Este 14 de mayo se cumplen 112 años del fallecimiento o “pascua” del Venerable P. Mariano Avellana, uno de los grandes testimonios de autenticidad heroica en la vivencia del carisma inspirado por el Fundador a la congregación claretiana, que constituye rico patrimonio espiritual de ella y de toda su “familia”, y a la vez cuestiona y alienta la misión evangelizadora de los claretianos de hoy y del futuro.

La celebración que año a año hace de esta fecha  una oportunidad especial para recordar el ejemplo y trayectoria de este hermano nuestro en camino a los altares, tiene esta vez un promisorio motivo adicional para dar gracias al Señor por su vida ejemplar y la reciedumbre de su testimonio misionero.

En efecto, la sanación, al parecer extraordinaria, de un enfermo moribundo, ocurrida a fines del año pasado en la ciudad chilena de San Felipe, inicia actualmente su estudio en la Postulación General claretiana, en Roma, en orden a la posibilidad de que llegue a ser reconocida como el milagro obtenido por la intercesión de nuestro Venerable, que sus devotos vienen esperando por casi 29 años como único requisito faltante para su beatificación.

Por ello, es esta una oportunidad  significativa para que la familia claretiana se una en oración rogando al Señor se digne hacer posible dicho reconocimiento y la consiguiente glorificación terrenal del Padre Mariano.

Un santo para la Iglesia de hoy

Mariano Avellana fue reconocido en su tiempo como un misionero excepcional, entregado sin medida ni descanso al ideal evangelizador que Claret quiso heredar a sus hijos.

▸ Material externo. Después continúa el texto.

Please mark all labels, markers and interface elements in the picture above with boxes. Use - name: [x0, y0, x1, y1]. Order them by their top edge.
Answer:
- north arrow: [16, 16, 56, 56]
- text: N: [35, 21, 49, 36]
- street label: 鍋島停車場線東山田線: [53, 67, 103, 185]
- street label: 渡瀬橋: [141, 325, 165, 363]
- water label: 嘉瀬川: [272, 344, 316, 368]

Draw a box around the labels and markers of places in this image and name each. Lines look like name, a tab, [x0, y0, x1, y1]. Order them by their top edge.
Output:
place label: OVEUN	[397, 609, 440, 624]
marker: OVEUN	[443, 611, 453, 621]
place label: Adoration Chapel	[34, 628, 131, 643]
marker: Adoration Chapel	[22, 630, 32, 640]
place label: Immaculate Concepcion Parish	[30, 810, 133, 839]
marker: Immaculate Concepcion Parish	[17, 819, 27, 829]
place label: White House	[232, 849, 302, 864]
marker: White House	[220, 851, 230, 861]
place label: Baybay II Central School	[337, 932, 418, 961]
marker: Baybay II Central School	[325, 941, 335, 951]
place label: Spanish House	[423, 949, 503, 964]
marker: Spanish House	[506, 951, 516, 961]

De “santo” y “apóstol” lo calificaron autoridades eclesiásticas y el pueblo sencillo a lo largo de gran parte del territorio de Chile, donde desarrolló casi toda su vida misionera. Con los elementos y objetivos que exigían la religiosidad y las normas eclesiales de entonces, fue un paradigma evangelizador de su época. Pero puede serlo también hoy, más de un siglo después que “muriera en su ley” en medio de una de sus misiones, entre los cerros de un apartado lugarejo minero del norte de Chile.

Hoy, cuando la voz del papa Francisco resuena instando a los cristianos, y de modo especial a su clero y jerarquía, a “dejar de lado la comodidad donde estamos instalados…, salir a las periferias territoriales y sociales de la marginalidad…, ser pastores con olor a oveja…, predicar la Alegría del Evangelio.., cambiar los propios estilos de ser iglesia…”, encaja como si fuera actual la figura de un misionero claretiano que más de un siglo atrás hizo suyas estas directrices adelantándose a su tiempo, y las practicó hasta entregar en ello la vida.

Tal es, en efecto, el testimonio de Mariano Avellana Lasierra, uno de los primeros claretianos españoles que a partir de 1870 pusieron pie en América desembarcando en Chile, desde donde iniciarían su extensión por el continente.

El P. Mariano llegó en 1873 a sus 29 años, y evangelizó durante 31 a lo largo del país, sobre todo a los enfermos, los presos y los más necesitados. Murió el 14 de mayo de 1904 mientras, como queda dicho, predicaba la última de sus misiones.

Declarado venerable por el papa Juan Pablo II en 1987, se ha esperado desde entonces el  milagro que permita su beatificación.

Consigna de vida o muerte

Al venir a misionar en las remotas tierras del confín de América, el P. Mariano formuló un propósito tan duro y tajante como su carácter: “o santo, o muerto”.

Treinta y un años después había evangelizado el territorio chileno a lo largo de unos 2.000 kilómetros, ya fuera en tren, en carretelas, en precarios barcos, a caballo o a pie, según los medios de la época.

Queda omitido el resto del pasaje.